**WHAT TO PRODUCE**. Without including any pictures, copy each entry below exactly.

WORKING DATA START

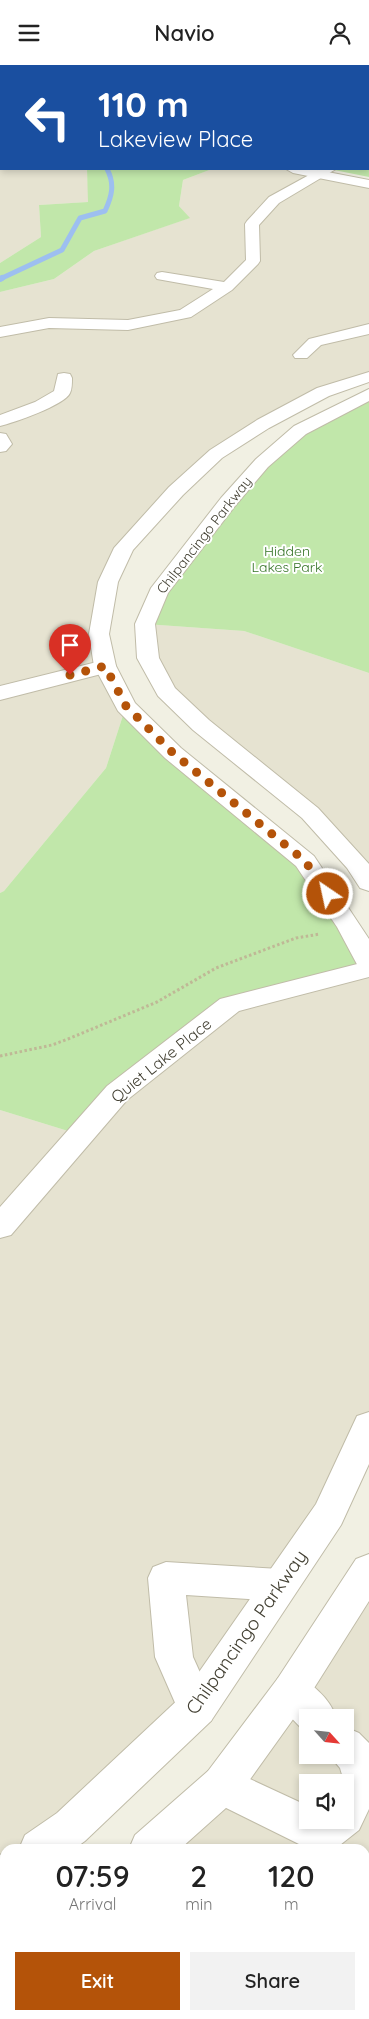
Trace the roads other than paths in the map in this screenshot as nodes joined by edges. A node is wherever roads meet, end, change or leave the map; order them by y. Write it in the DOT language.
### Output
graph roads {
  1 [pos="309,170"];
  2 [pos="325,171"];
  3 [pos="369,177"];
  4 [pos="369,184"];
  5 [pos="162,276"];
  6 [pos="227,287"];
  7 [pos="369,329"];
  8 [pos="0,333"];
  9 [pos="301,355"];
  10 [pos="369,377"];
  11 [pos="64,378"];
  12 [pos="369,394"];
  13 [pos="0,421"];
  14 [pos="0,438"];
  15 [pos="0,447"];
  16 [pos="105,666"];
  17 [pos="0,693"];
  18 [pos="369,883"];
  19 [pos="369,964"];
  20 [pos="369,969"];
  21 [pos="0,1227"];
  22 [pos="369,1426"];
  23 [pos="369,1570"];
  24 [pos="280,1585"];
  25 [pos="292,1691"];
  26 [pos="197,1708"];
  27 [pos="309,1709"];
  28 [pos="354,1755"];
  29 [pos="222,1785"];
  30 [pos="354,1798"];
  31 [pos="299,1824"];
  32 [pos="310,1829"];
  33 [pos="329,1829"];
  34 [pos="46,1844"];
  35 [pos="155,1844"];
  1 -- 2 [label="street"];
  2 -- 3 [label="street"];
  2 -- 4 [label="street"];
  2 -- 6 [label="street"];
  5 -- 6 [label="street"];
  6 -- 8 [label="street"];
  7 -- 9 [label="street"];
  10 -- 16 [label="street"];
  11 -- 13 [label="street"];
  12 -- 18 [label="street, Chilpancingo Parkway"];
  14 -- 15 [label="street"];
  16 -- 17 [label="street"];
  16 -- 19 [label="street"];
  20 -- 21 [label="street, Quiet Lake Place"];
  22 -- 24 [label="street, Chilpancingo Parkway"];
  23 -- 25 [label="street"];
  24 -- 26 [label="street, Chilpancingo Parkway"];
  24 -- 26 [label="street"];
  25 -- 27 [label="street"];
  25 -- 29 [label="street"];
  26 -- 34 [label="street, Chilpancingo Parkway"];
  28 -- 30 [label="street"];
  29 -- 31 [label="street"];
  29 -- 35 [label="street"];
  32 -- 33 [label="street"];
}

WORKING DATA END

**PROBLEM SOLUTION**.
Trace the roads other than paths in the map in this screenshot as nodes joined by edges. A node is wherever roads meet, end, change or leave the map; order them by y. Write it in the DOT language.
### Output
graph roads {
  1 [pos="309,170"];
  2 [pos="325,171"];
  3 [pos="369,177"];
  4 [pos="369,184"];
  5 [pos="162,276"];
  6 [pos="227,287"];
  7 [pos="369,329"];
  8 [pos="0,333"];
  9 [pos="301,355"];
  10 [pos="369,377"];
  11 [pos="64,378"];
  12 [pos="369,394"];
  13 [pos="0,421"];
  14 [pos="0,438"];
  15 [pos="0,447"];
  16 [pos="105,666"];
  17 [pos="0,693"];
  18 [pos="369,883"];
  19 [pos="369,964"];
  20 [pos="369,969"];
  21 [pos="0,1227"];
  22 [pos="369,1426"];
  23 [pos="369,1570"];
  24 [pos="280,1585"];
  25 [pos="292,1691"];
  26 [pos="197,1708"];
  27 [pos="309,1709"];
  28 [pos="354,1755"];
  29 [pos="222,1785"];
  30 [pos="354,1798"];
  31 [pos="299,1824"];
  32 [pos="310,1829"];
  33 [pos="329,1829"];
  34 [pos="46,1844"];
  35 [pos="155,1844"];
  1 -- 2 [label="street"];
  2 -- 3 [label="street"];
  2 -- 4 [label="street"];
  2 -- 6 [label="street"];
  5 -- 6 [label="street"];
  6 -- 8 [label="street"];
  7 -- 9 [label="street"];
  10 -- 16 [label="street"];
  11 -- 13 [label="street"];
  12 -- 18 [label="street, Chilpancingo Parkway"];
  14 -- 15 [label="street"];
  16 -- 17 [label="street"];
  16 -- 19 [label="street"];
  20 -- 21 [label="street, Quiet Lake Place"];
  22 -- 24 [label="street, Chilpancingo Parkway"];
  23 -- 25 [label="street"];
  24 -- 26 [label="street, Chilpancingo Parkway"];
  24 -- 26 [label="street"];
  25 -- 27 [label="street"];
  25 -- 29 [label="street"];
  26 -- 34 [label="street, Chilpancingo Parkway"];
  28 -- 30 [label="street"];
  29 -- 31 [label="street"];
  29 -- 35 [label="street"];
  32 -- 33 [label="street"];
}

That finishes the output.